In this Dec. 21, 2012, file photo, Big John the Tasmanian devil growls from the confines of his tree house as he makes his first appearance at the Wild Life Sydney Zoo in Sydney. After almost a decade of conservation work, seven babies were born this week.
Rob Griffith, Associated Press

For the first time in almost 3,000 years, Tasmanian devils were born in the wild on mainland Australia. The seven babies — called joeys — were born in the Barrington Wildlife Sanctuary just outside of Sydney, reported CBS News and CNN.

  • According to sanctuary rangers per CBS News, the joeys were “in perfect health.”

Tasmanian devils disappeared from mainland Australia when dingoes, a type of wild dog, were introduced. Now, the first small population of devils has been reintroduced in a preserve without dingoes, reported The New York Times.

What are Tasmanian devils?

Tasmanian devils are the world’s largest carnivorous marsupial. They’re apex predators that feed on feral cats, foxes or other small predators, but they’re relatively harmless for humans. said CBS News and CNN.

  • The joeys were born about the size of shelled peanuts after a 21-day pregnancy then crawled into their mother’s pouch where they will remain for coming weeks, according to USA Today.
  • Devils are born pink, hairless, blind and deaf, according to The New York Times.

Wild Tasmanian devils are only found on the southern Australian island of Tasmania, CNN reports.

Why are Tasmanian devils nearly extinct?

Currently, only about 25,000 devils remain.
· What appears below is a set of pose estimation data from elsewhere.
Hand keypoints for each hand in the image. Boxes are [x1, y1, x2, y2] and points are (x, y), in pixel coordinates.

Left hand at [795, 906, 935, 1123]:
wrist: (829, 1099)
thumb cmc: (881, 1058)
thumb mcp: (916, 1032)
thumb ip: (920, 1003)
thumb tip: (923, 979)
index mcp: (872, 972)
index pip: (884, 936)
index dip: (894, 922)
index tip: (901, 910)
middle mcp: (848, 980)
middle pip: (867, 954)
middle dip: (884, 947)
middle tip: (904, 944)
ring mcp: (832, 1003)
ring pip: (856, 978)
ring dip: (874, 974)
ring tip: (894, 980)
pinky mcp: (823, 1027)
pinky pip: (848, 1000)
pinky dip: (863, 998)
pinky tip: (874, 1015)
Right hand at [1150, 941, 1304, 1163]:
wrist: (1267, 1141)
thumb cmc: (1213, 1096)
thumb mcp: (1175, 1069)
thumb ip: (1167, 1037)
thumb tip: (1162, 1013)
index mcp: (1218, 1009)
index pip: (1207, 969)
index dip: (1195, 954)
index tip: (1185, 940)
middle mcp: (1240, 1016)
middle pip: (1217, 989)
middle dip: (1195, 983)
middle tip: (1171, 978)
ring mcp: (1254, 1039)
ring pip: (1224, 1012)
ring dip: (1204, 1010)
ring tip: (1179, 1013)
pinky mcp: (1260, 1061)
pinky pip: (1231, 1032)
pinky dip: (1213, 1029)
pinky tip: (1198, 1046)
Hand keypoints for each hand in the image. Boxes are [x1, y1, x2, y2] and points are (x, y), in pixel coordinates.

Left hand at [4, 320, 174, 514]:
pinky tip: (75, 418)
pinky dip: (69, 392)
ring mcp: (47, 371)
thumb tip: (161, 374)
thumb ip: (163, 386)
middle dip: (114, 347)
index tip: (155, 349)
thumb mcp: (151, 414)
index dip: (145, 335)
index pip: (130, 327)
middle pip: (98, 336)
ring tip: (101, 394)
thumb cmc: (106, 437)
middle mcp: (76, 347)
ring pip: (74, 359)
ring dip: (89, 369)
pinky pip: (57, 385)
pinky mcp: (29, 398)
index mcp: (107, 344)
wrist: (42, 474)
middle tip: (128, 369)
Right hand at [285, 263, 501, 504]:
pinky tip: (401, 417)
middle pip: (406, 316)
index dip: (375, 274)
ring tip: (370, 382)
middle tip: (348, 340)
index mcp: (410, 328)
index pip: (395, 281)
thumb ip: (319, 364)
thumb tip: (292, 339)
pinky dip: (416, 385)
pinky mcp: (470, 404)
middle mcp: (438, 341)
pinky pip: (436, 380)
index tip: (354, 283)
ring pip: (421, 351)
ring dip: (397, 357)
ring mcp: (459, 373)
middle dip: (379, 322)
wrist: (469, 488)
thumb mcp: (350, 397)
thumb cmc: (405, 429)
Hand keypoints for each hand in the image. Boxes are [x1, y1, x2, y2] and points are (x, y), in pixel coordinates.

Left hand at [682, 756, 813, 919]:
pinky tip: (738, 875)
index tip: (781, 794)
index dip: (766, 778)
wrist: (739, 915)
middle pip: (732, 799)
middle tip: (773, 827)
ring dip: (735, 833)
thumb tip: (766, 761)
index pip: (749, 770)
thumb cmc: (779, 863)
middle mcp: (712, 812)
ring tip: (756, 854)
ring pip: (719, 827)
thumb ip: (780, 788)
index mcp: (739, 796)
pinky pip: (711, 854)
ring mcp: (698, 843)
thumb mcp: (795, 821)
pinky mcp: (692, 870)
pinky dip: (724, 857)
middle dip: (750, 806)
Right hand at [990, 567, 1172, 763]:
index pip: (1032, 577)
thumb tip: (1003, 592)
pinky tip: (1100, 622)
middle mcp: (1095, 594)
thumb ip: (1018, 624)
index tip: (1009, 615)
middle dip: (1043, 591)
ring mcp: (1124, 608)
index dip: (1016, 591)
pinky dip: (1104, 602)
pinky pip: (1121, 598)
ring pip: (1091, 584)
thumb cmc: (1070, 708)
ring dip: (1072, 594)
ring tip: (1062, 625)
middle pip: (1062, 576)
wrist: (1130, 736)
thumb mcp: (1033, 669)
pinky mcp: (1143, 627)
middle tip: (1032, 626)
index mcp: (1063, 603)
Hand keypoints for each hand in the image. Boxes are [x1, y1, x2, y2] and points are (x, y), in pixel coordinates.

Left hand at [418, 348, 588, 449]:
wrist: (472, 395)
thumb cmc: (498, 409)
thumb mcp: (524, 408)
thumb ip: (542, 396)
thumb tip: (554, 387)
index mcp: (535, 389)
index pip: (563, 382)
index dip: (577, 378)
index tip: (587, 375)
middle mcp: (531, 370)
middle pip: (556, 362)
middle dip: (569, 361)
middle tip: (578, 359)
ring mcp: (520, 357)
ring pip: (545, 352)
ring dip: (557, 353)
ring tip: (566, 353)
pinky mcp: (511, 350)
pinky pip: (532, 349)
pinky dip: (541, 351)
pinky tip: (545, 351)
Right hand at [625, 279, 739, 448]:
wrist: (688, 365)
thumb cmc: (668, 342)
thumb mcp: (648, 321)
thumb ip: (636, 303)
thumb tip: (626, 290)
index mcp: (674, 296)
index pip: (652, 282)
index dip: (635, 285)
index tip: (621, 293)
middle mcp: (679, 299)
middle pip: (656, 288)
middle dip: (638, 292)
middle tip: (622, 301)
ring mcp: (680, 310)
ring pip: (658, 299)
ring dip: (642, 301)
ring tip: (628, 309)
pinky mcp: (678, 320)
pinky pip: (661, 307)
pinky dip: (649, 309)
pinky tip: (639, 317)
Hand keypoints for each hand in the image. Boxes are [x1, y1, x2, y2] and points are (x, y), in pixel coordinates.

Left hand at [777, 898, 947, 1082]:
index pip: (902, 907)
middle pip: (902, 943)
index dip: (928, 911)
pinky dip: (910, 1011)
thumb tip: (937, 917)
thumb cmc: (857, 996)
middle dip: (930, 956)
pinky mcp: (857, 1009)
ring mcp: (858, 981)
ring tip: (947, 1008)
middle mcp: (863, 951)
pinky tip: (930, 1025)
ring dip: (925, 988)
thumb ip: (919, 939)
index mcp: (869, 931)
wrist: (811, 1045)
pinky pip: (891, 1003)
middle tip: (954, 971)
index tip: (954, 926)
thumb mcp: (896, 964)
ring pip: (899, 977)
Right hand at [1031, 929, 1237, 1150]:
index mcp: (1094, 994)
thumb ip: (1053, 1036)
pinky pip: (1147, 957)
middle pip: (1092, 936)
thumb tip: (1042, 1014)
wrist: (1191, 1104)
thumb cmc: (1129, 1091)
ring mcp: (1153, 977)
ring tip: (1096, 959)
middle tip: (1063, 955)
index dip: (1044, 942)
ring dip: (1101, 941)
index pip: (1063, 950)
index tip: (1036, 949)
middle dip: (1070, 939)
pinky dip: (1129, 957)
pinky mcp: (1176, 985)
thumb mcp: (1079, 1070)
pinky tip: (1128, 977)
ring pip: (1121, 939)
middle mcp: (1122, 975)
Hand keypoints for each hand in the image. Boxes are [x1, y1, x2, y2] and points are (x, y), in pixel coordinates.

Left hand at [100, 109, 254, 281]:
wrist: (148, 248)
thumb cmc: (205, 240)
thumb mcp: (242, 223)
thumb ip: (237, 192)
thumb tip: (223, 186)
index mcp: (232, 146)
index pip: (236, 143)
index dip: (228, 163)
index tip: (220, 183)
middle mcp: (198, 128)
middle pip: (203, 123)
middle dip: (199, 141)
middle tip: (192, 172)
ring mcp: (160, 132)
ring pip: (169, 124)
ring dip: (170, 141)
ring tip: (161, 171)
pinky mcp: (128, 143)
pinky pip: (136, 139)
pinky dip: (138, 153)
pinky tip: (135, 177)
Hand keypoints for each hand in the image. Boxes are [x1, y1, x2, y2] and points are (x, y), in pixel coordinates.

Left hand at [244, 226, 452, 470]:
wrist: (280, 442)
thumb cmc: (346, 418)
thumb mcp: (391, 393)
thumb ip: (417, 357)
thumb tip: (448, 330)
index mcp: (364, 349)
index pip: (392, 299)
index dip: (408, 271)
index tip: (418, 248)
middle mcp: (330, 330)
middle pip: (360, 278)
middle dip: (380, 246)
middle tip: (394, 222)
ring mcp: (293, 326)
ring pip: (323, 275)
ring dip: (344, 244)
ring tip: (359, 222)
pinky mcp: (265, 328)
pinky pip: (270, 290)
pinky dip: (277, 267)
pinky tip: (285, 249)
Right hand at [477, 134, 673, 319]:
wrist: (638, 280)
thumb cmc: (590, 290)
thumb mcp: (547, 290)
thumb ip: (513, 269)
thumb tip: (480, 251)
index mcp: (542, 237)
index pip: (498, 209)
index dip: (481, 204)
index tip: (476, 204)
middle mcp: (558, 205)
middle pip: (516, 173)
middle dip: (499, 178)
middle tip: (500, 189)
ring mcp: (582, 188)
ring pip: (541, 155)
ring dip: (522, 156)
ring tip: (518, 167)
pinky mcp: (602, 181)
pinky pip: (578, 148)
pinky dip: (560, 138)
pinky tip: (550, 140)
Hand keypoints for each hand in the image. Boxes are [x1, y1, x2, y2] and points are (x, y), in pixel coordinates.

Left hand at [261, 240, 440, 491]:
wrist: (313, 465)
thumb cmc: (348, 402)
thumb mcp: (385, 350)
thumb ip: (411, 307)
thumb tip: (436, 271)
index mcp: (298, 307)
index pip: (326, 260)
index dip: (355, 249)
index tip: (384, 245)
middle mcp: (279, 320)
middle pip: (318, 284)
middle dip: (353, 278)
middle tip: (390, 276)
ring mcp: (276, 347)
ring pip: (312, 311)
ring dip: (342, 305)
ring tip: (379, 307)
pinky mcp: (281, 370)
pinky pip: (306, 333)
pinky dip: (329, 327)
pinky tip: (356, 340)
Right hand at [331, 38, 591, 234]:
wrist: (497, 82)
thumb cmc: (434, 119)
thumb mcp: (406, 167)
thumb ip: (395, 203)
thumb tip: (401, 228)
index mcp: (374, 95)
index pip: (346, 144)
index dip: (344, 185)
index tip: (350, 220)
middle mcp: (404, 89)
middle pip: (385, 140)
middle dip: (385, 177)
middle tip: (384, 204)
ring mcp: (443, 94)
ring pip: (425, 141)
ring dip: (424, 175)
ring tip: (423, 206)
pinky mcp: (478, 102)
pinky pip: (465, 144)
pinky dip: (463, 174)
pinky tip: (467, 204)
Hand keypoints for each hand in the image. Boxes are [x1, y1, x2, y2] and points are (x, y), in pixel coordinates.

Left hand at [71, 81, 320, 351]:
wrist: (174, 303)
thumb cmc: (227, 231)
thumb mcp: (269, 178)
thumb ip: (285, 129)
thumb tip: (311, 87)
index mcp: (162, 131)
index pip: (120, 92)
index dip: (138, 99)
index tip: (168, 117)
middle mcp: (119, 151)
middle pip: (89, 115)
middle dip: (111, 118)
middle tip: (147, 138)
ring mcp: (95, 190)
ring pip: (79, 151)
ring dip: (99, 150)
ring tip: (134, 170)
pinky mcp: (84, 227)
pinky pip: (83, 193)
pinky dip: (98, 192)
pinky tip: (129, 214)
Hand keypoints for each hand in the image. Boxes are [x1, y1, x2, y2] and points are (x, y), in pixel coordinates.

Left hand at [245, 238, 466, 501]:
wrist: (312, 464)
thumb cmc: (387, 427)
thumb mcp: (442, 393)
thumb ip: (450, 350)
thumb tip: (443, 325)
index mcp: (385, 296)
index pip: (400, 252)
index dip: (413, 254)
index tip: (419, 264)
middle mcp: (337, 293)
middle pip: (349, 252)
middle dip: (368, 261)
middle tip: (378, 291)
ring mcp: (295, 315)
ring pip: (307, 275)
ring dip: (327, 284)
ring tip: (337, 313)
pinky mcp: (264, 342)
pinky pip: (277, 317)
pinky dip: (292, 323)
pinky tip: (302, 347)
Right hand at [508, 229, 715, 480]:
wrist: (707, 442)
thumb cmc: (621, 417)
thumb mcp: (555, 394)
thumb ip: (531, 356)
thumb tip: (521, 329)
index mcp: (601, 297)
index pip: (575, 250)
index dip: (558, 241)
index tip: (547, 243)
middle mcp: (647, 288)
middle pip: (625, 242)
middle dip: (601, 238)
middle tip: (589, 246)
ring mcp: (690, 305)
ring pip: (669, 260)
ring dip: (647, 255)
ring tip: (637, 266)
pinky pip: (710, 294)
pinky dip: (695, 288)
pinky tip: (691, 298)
Since first discovered in Tasmania in 1996, over 90% of the population has died due to a contagious and fatal disease known as Devil Facial Tumor Disease, reported CBS News.

  • Scientists have also tried to save devils by developing vaccines, studying genetic variations and breeding uninfected populations for relocation outside of Tasmania, reported The New York Times.

Devils were previously wiped out on mainland Australia with the introduction of dingoes, said CBS News.

The #DevilComeback Project

Aussie Ark, a nonprofit organization working to “rewild” Australia, has spent almost a decade raising devils in preparation for this milestone in the #DevilsComeback Project, reported USA Today.

  • Aussie Ark released 26 adult devils into the sanctuary last year, said CBS News.

“The devils have not only survived, they’ve thrived, every single one of them,” said Aussie Ark president Tim Faulkner per CBS News.

  • The organization plans two more releases of 20 devils each, reports USA Today.

“The ultimate success is a self-regulating, self-sustaining population of mainland devils in Australia,” Faulkner said, according to USA Today. “It’s still the beginning.”

Whether or not the joeys will reach adulthood remains an open question, according to The New York Times.

  • Aussie Ark aims to bring Australia’s ecosystem “to that of pre-European settlement.” They plan to reintroduce quolls, bandicoots, and rock wallabies in the future, reported CBS News.